A couple of months ago I wrote a simple library for building state machines in C#. It allows a programmer to attach a state machine to a type and control:
- the set of states that the type may have
- the transitions between those states
The first system that used the library contained functionality for managing the lifecycle of contracts. The contracts begin in a draft state, they may then move to an approved state, and finally they may enter the historical state. They cannot go from draft to historical, from approved to draft, from historical to draft etc. Using the state machine added a valuable invariant guarantee to the code.

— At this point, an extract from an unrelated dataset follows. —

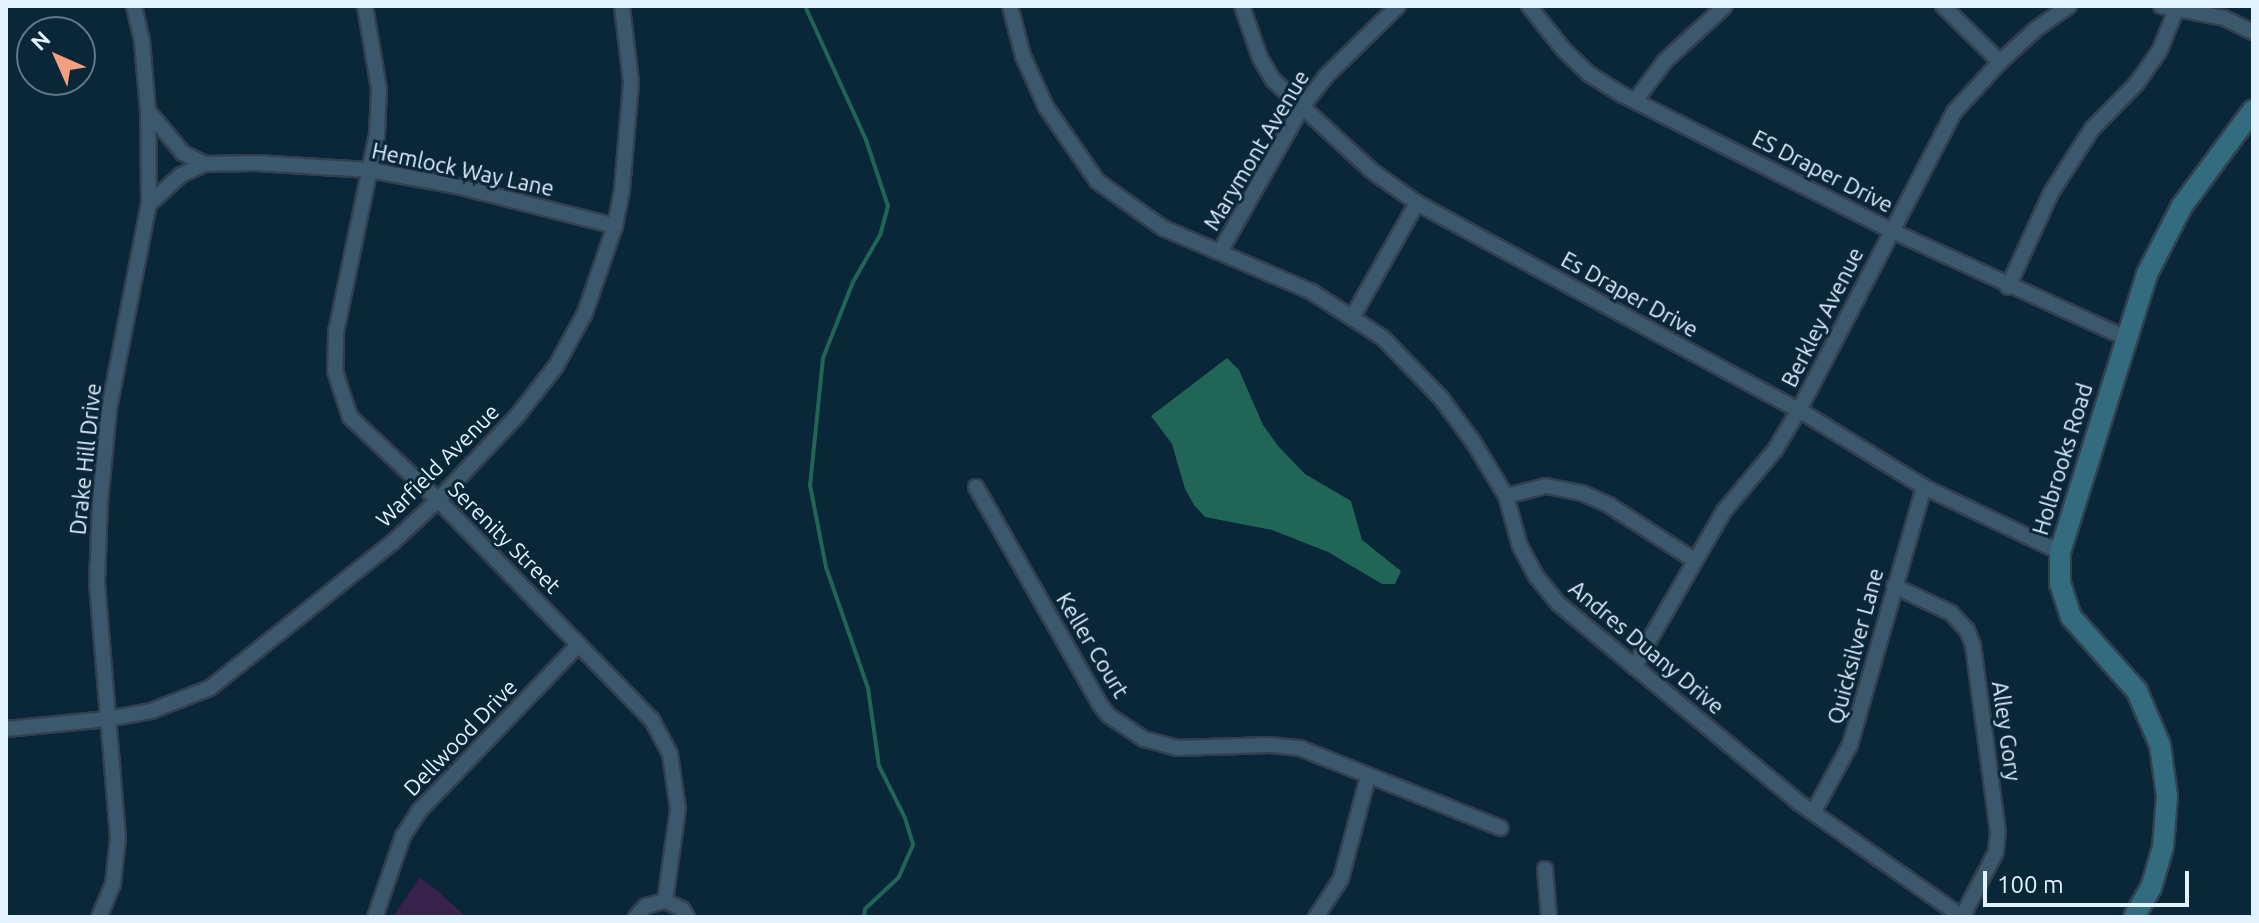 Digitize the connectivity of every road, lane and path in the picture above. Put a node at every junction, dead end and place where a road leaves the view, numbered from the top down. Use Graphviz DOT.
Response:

As much as my state machine library was a successful solution to a problem I can’t help but realise that this problem simply doesn’t exist in F#. F#’s type system is sufficiently advanced so that it can represent state machines as part of the type. This meets the stated goal of my C# state machine library. To use the previous contracts example, the F# type would look like this:
type Particulars = { buyer: string; seller: string }
type Contract =
private
| Draft of Particulars
| Approved of (Particulars * DateTime)
| Historical of (Particulars * DateTime)
let createDraft particulars =
Draft particulars
let approve timestamp = function
| Draft p -> Approved (p, timestamp)
| _ -> failwith "Invalid transition"
let retire timestamp = function
| Approved (p,t) -> Historical (p, timestamp)
| _ -> failwith "Invalid transition"
// usage
let contract = createDraft { buyer = "Acme"; seller = "Initech" }
let approved = approve DateTime.Now contract
let retired = retire DateTime.Now approved
retired |> printfn "%+A"
// output = Historical ({buyer = "Acme"; seller = "Initech";},
// 18/04/2014 1:27:20 PM)
The type system models the relationship between Contract and each of the possible states (a Contract is a draft, or approved or historical) as well as the data attached to each state (a draft doesn’t have a timestamp).